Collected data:
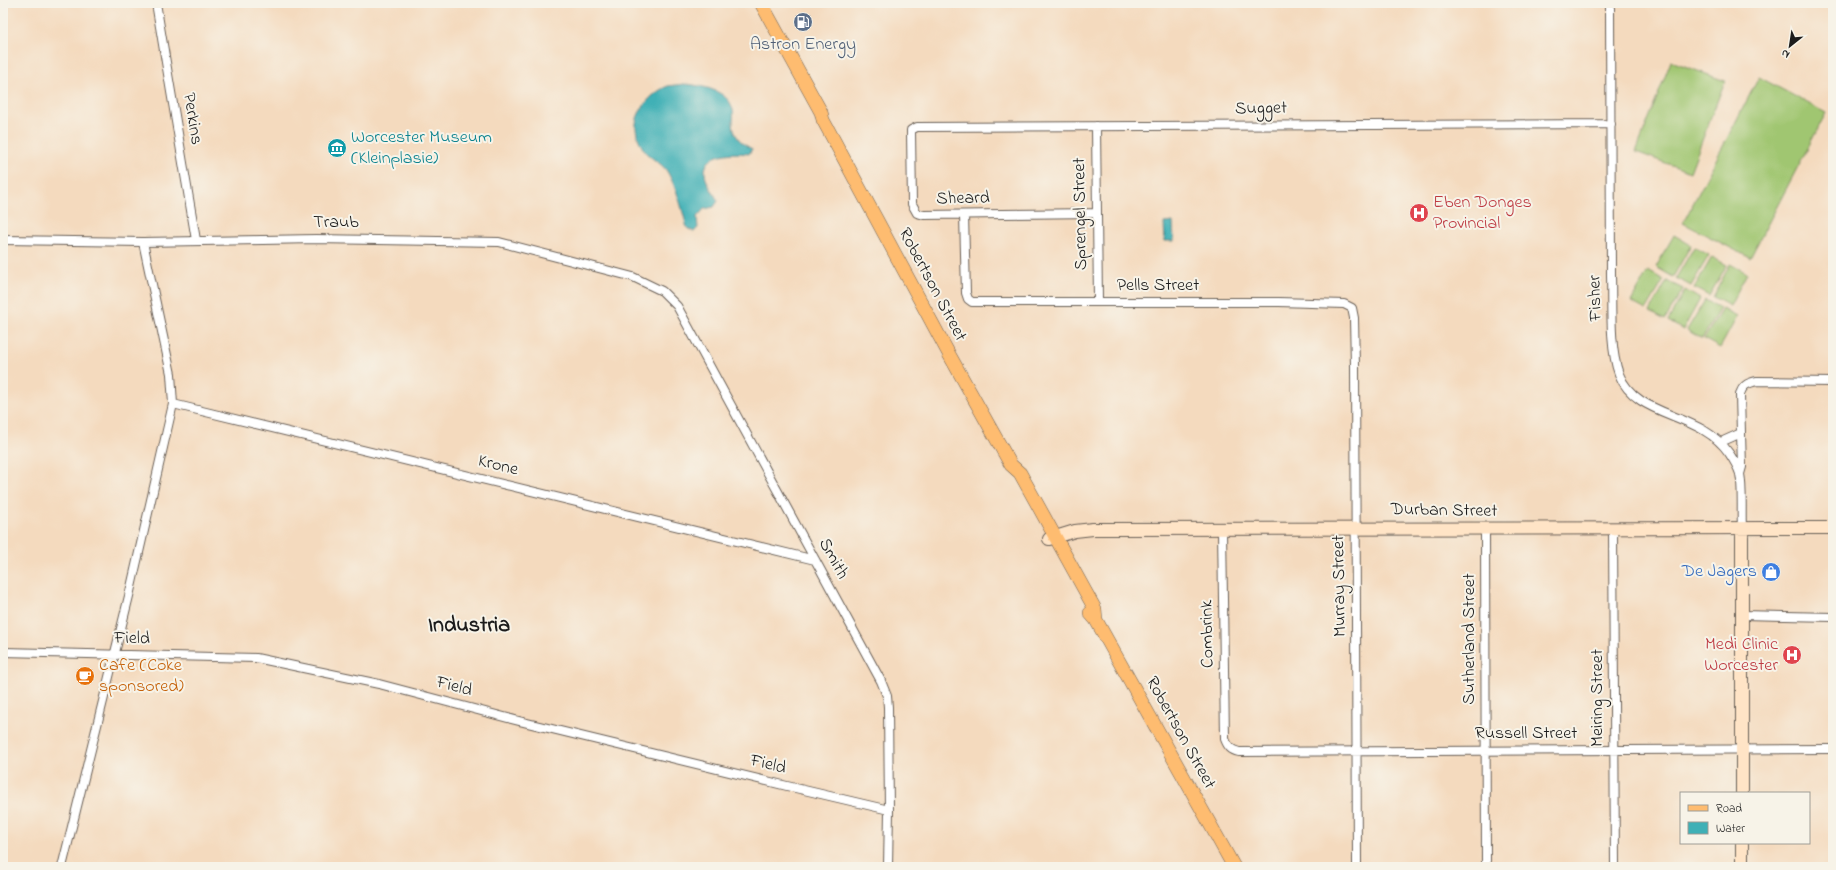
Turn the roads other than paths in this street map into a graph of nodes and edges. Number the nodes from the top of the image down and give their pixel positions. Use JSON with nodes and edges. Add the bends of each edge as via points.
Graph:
{"nodes":[{"id":1,"x":156,"y":3,"type":"edge"},
{"id":2,"x":753,"y":3,"type":"edge"},
{"id":3,"x":761,"y":3,"type":"edge"},
{"id":4,"x":1610,"y":3,"type":"edge"},
{"id":5,"x":823,"y":120,"type":"junction"},
{"id":6,"x":1611,"y":124,"type":"junction"},
{"id":7,"x":1096,"y":126,"type":"junction"},
{"id":8,"x":912,"y":128,"type":"joint"},
{"id":9,"x":1097,"y":213,"type":"junction"},
{"id":10,"x":964,"y":215,"type":"junction"},
{"id":11,"x":3,"y":240,"type":"edge"},
{"id":12,"x":196,"y":240,"type":"junction"},
{"id":13,"x":143,"y":242,"type":"junction"},
{"id":14,"x":662,"y":291,"type":"joint"},
{"id":15,"x":1098,"y":301,"type":"junction"},
{"id":16,"x":1348,"y":306,"type":"joint"},
{"id":17,"x":1833,"y":382,"type":"edge"},
{"id":18,"x":173,"y":404,"type":"junction"},
{"id":19,"x":1741,"y":433,"type":"junction"},
{"id":20,"x":1721,"y":442,"type":"junction"},
{"id":21,"x":1740,"y":475,"type":"junction"},
{"id":22,"x":1355,"y":528,"type":"junction"},
{"id":23,"x":1833,"y":528,"type":"edge"},
{"id":24,"x":1222,"y":529,"type":"junction"},
{"id":25,"x":1613,"y":529,"type":"junction"},
{"id":26,"x":1742,"y":529,"type":"junction"},
{"id":27,"x":1485,"y":530,"type":"junction"},
{"id":28,"x":1052,"y":538,"type":"junction"},
{"id":29,"x":815,"y":560,"type":"junction"},
{"id":30,"x":1740,"y":615,"type":"junction"},
{"id":31,"x":1833,"y":617,"type":"edge"},
{"id":32,"x":3,"y":652,"type":"edge"},
{"id":33,"x":114,"y":654,"type":"junction"},
{"id":34,"x":1225,"y":739,"type":"joint"},
{"id":35,"x":1487,"y":749,"type":"junction"},
{"id":36,"x":1742,"y":749,"type":"junction"},
{"id":37,"x":1833,"y":749,"type":"edge"},
{"id":38,"x":1615,"y":750,"type":"junction"},
{"id":39,"x":1358,"y":751,"type":"junction"},
{"id":40,"x":1742,"y":792,"type":"edge"},
{"id":41,"x":890,"y":810,"type":"junction"},
{"id":42,"x":1742,"y":844,"type":"edge"},
{"id":43,"x":1233,"y":866,"type":"edge"},
{"id":44,"x":62,"y":867,"type":"edge"},
{"id":45,"x":888,"y":867,"type":"edge"},
{"id":46,"x":1357,"y":867,"type":"edge"},
{"id":47,"x":1486,"y":867,"type":"edge"},
{"id":48,"x":1615,"y":867,"type":"edge"},
{"id":49,"x":1742,"y":867,"type":"edge"}],
"edges":[{"from":1,"to":12,"type":"street","name":"Perkins"},
{"from":2,"to":5,"type":"main road","name":"Robertson Street","via":[[815,114]]},
{"from":3,"to":5,"type":"main road","name":"Robertson Street"},
{"from":4,"to":6,"type":"street","name":"Fisher"},
{"from":5,"to":28,"type":"main road","name":"Robertson Street","via":[[946,349],[1011,465],[1020,473]]},
{"from":6,"to":7,"type":"street","name":"Sugget"},
{"from":6,"to":20,"type":"street","name":"Fisher","via":[[1612,314],[1614,350],[1619,375],[1636,398],[1699,427]]},
{"from":7,"to":8,"type":"street","name":"Sugget"},
{"from":7,"to":9,"type":"street","name":"Sprengel Street"},
{"from":8,"to":10,"type":"street","name":"Sheard","via":[[914,210],[924,215]]},
{"from":9,"to":10,"type":"street","name":"Sheard"},
{"from":9,"to":15,"type":"street","name":"Sprengel Street"},
{"from":10,"to":15,"type":"street","name":"Pells Street","via":[[968,299],[974,302]]},
{"from":11,"to":13,"type":"street","name":"Traub"},
{"from":12,"to":13,"type":"street","name":"Traub"},
{"from":12,"to":14,"type":"street","name":"Traub","via":[[499,242],[633,277]]},
{"from":13,"to":18,"type":"street","via":[[171,374]]},
{"from":14,"to":29,"type":"street","name":"Smith","via":[[677,306]]},
{"from":15,"to":16,"type":"street","name":"Pells Street","via":[[1279,302]]},
{"from":16,"to":22,"type":"street","name":"Murray Street","via":[[1354,318]]},
{"from":17,"to":19,"type":"street","via":[[1747,383],[1740,395]]},
{"from":18,"to":29,"type":"street","name":"Krone"},
{"from":18,"to":33,"type":"street"},
{"from":19,"to":20,"type":"street"},
{"from":19,"to":21,"type":"street"},
{"from":20,"to":21,"type":"street","name":"Fisher"},
{"from":21,"to":26,"type":"street","name":"Fisher"},
{"from":22,"to":24,"type":"street","name":"Durban Street"},
{"from":22,"to":27,"type":"street","name":"Durban Street"},
{"from":22,"to":39,"type":"street","name":"Murray Street"},
{"from":23,"to":26,"type":"street","name":"Durban Street"},
{"from":24,"to":28,"type":"street","name":"Durban Street","via":[[1093,529]]},
{"from":24,"to":34,"type":"street","name":"Combrink"},
{"from":25,"to":26,"type":"street","name":"Durban Street"},
{"from":25,"to":27,"type":"street","name":"Durban Street"},
{"from":25,"to":38,"type":"street","name":"Meiring Street"},
{"from":26,"to":30,"type":"street"},
{"from":27,"to":35,"type":"street","name":"Sutherland Street"},
{"from":28,"to":43,"type":"main road","name":"Robertson Street","via":[[1095,609],[1096,620]]},
{"from":29,"to":41,"type":"street","name":"Smith","via":[[887,696]]},
{"from":30,"to":31,"type":"street"},
{"from":30,"to":36,"type":"street"},
{"from":32,"to":33,"type":"street","name":"Field"},
{"from":33,"to":41,"type":"street","name":"Field","via":[[238,657],[278,662],[379,684],[519,721]]},
{"from":33,"to":44,"type":"street"},
{"from":34,"to":39,"type":"street","name":"Russell Street","via":[[1230,749],[1240,752]]},
{"from":35,"to":38,"type":"street","name":"Russell Street"},
{"from":35,"to":39,"type":"street","name":"Russell Street"},
{"from":35,"to":47,"type":"street","name":"Sutherland Street"},
{"from":36,"to":37,"type":"street","name":"Russell Street"},
{"from":36,"to":38,"type":"street","name":"Russell Street"},
{"from":36,"to":40,"type":"street"},
{"from":38,"to":48,"type":"street","name":"Meiring Street"},
{"from":39,"to":46,"type":"street","name":"Murray Street"},
{"from":41,"to":45,"type":"street","name":"Smith"},
{"from":42,"to":49,"type":"street"}]}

■ **Your assignment**: When a line of the entries contains the word "Robertson", it counts toward the total; reply with that total alone.

■ **Result of the exercise**: 4